Go through the data below and return each line containing the word "Straße".

[Information given Boundary: Start]

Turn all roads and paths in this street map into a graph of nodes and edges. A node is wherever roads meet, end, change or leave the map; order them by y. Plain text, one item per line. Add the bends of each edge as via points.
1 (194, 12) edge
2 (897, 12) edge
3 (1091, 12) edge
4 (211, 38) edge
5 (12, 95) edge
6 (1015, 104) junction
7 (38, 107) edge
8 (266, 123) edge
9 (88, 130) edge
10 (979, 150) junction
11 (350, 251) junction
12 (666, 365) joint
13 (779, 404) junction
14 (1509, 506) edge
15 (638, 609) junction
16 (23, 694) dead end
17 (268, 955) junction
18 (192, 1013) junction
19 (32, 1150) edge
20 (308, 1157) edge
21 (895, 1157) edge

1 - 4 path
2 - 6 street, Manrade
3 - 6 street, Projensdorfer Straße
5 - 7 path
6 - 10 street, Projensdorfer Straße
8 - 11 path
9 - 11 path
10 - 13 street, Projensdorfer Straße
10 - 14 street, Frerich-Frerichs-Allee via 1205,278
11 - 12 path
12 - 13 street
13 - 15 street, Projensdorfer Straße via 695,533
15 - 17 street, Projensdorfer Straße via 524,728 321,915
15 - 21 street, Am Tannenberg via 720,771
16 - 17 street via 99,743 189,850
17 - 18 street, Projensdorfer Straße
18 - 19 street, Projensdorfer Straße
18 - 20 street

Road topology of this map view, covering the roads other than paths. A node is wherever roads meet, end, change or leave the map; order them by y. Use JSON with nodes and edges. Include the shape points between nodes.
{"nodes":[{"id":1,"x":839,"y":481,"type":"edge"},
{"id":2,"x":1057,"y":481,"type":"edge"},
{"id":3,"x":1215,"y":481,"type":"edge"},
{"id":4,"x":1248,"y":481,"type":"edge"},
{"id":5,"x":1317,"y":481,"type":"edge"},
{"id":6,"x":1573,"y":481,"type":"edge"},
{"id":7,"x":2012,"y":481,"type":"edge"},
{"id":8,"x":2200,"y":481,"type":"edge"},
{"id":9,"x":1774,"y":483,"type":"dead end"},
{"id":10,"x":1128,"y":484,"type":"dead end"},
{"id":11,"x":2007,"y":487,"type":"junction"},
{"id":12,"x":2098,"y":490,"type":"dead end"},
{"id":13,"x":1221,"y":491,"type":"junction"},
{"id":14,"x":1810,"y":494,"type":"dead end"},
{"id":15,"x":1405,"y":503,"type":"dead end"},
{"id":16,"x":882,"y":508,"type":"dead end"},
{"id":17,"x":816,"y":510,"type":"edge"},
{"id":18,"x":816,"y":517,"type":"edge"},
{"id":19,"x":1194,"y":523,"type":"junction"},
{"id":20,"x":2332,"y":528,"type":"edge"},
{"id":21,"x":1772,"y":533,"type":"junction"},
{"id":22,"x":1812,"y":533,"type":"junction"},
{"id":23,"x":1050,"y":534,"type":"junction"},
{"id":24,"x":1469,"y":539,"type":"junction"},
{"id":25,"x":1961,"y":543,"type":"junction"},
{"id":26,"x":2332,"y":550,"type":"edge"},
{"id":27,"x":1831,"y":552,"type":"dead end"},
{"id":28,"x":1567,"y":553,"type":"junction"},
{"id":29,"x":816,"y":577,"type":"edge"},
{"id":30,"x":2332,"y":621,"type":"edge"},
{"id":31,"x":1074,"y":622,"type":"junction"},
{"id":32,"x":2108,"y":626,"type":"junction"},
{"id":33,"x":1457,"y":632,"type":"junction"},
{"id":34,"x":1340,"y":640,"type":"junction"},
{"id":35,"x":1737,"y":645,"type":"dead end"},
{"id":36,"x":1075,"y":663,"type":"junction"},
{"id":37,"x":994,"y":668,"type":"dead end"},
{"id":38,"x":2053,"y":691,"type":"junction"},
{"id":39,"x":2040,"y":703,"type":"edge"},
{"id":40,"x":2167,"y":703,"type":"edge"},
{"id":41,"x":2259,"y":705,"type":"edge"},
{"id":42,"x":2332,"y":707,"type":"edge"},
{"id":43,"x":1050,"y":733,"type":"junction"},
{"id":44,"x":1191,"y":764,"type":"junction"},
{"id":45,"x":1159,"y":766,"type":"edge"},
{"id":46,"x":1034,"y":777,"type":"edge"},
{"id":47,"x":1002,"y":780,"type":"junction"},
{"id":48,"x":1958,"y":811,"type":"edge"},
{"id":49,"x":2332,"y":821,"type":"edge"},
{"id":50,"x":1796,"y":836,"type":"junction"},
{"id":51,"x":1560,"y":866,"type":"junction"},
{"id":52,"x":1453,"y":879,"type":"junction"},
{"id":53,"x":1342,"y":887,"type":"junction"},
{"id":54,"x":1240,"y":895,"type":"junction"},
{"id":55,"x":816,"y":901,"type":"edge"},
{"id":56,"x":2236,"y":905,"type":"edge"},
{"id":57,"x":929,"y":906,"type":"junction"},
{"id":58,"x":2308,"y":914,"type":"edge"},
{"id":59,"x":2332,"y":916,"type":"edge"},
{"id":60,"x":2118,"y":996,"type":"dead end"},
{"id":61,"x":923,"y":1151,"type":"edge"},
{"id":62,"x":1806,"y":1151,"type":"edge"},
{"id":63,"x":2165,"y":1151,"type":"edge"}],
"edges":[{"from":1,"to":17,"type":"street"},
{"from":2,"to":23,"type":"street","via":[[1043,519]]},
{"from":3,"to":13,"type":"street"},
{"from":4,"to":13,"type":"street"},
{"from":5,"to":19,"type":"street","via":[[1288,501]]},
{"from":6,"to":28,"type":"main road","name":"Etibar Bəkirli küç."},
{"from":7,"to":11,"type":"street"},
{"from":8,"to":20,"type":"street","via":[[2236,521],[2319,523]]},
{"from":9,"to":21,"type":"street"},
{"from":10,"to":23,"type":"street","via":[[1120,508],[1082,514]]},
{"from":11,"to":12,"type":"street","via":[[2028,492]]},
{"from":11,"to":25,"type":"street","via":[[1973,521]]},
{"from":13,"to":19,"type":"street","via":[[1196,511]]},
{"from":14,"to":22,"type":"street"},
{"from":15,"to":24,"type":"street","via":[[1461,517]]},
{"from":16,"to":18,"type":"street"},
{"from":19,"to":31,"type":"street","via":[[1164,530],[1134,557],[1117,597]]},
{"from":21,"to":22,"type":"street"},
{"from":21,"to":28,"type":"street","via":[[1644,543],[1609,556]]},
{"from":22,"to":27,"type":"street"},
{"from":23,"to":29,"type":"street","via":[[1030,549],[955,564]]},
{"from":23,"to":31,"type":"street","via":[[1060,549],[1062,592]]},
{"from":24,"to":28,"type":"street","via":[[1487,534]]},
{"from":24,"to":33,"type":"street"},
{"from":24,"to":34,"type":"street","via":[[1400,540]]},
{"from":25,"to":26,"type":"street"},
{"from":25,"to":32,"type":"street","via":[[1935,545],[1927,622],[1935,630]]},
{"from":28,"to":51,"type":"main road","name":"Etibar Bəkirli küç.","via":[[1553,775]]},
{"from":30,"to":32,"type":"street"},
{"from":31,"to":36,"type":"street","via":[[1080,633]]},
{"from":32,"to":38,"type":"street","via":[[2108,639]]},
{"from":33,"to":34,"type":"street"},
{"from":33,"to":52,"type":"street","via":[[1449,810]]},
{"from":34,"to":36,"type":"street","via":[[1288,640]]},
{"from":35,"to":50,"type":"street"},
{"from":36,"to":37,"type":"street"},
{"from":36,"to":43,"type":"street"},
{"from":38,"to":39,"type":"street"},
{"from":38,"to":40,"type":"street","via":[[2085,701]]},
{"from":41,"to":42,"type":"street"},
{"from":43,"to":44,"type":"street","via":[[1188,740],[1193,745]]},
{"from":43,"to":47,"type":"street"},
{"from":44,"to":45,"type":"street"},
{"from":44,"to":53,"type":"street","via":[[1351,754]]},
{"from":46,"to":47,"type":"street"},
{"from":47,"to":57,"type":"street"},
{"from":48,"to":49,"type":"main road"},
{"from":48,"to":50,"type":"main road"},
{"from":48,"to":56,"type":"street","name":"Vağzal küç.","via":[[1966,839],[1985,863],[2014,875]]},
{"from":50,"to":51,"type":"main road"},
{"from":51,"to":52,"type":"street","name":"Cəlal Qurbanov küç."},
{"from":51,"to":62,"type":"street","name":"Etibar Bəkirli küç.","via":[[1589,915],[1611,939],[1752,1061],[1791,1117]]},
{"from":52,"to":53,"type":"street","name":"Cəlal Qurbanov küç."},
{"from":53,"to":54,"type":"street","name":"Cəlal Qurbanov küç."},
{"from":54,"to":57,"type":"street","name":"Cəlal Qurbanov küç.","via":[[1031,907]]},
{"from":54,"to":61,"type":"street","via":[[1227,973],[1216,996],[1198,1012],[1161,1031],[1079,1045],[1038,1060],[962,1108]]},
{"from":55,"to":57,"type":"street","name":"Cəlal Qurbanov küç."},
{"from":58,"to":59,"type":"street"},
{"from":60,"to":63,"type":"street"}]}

[Information given Boundary: End]

### Finished exercise
3 - 6 street, Projensdorfer Straße
6 - 10 street, Projensdorfer Straße
10 - 13 street, Projensdorfer Straße
13 - 15 street, Projensdorfer Straße via 695,533
15 - 17 street, Projensdorfer Straße via 524,728 321,915
17 - 18 street, Projensdorfer Straße
18 - 19 street, Projensdorfer Straße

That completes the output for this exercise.